### ACTION ITEM
Please reproduce the data exactly, excluding any pictures it contains.

---------- PROVIDED RECORDS ----------

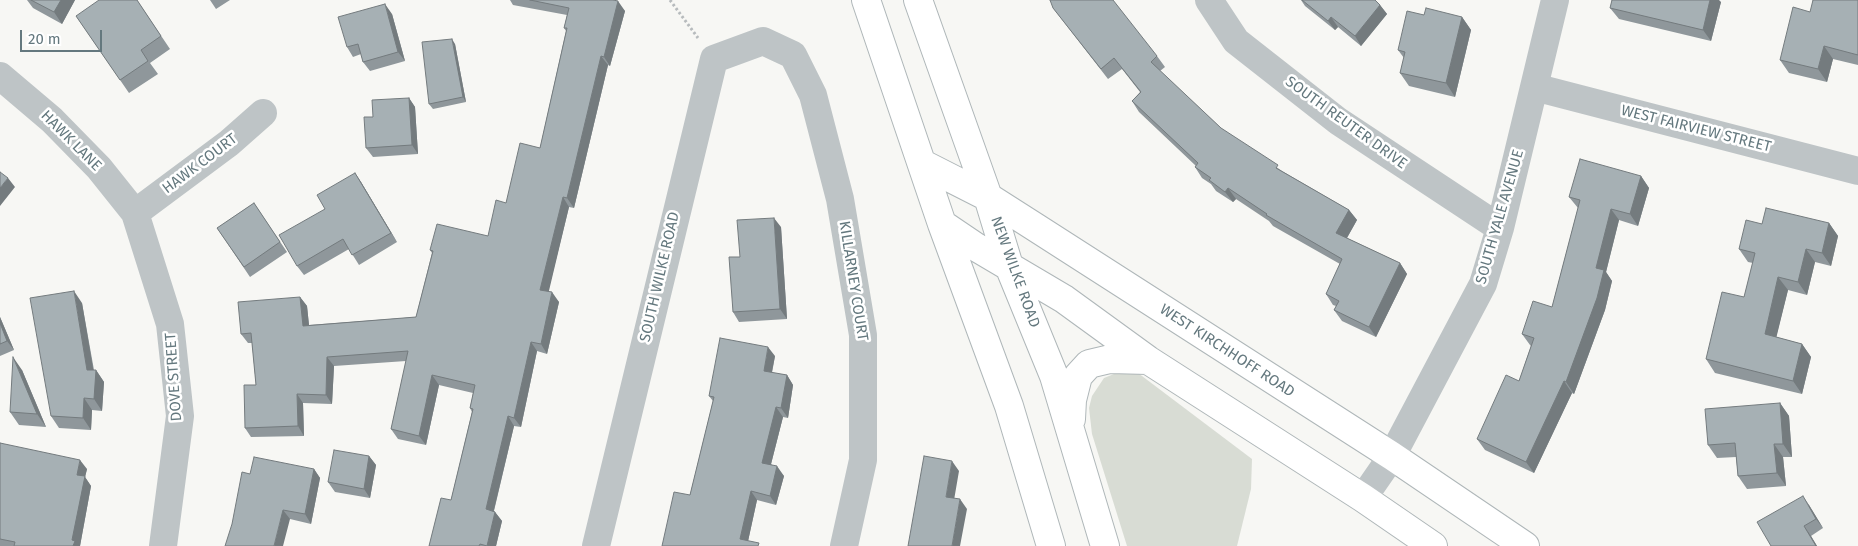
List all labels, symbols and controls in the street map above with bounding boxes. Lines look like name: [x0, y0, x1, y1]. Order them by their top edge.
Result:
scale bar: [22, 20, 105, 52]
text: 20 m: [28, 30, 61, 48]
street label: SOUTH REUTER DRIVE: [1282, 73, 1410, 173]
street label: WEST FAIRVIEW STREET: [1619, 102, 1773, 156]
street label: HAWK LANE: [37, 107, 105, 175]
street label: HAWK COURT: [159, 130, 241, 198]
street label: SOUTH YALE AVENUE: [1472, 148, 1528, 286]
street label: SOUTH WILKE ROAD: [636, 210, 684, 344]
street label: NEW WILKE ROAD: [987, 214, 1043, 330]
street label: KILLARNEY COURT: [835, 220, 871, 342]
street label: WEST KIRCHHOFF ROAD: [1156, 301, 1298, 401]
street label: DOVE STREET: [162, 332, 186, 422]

----------

### SOLUTION TO THIS EXERCISE
List all labels, symbols and controls in the street map above with bounding boxes. Lines look like name: [x0, y0, x1, y1]. Order them by their top edge.
Result:
scale bar: [22, 20, 105, 52]
text: 20 m: [28, 30, 61, 48]
street label: SOUTH REUTER DRIVE: [1282, 73, 1410, 173]
street label: WEST FAIRVIEW STREET: [1619, 102, 1773, 156]
street label: HAWK LANE: [37, 107, 105, 175]
street label: HAWK COURT: [159, 130, 241, 198]
street label: SOUTH YALE AVENUE: [1472, 148, 1528, 286]
street label: SOUTH WILKE ROAD: [636, 210, 684, 344]
street label: NEW WILKE ROAD: [987, 214, 1043, 330]
street label: KILLARNEY COURT: [835, 220, 871, 342]
street label: WEST KIRCHHOFF ROAD: [1156, 301, 1298, 401]
street label: DOVE STREET: [162, 332, 186, 422]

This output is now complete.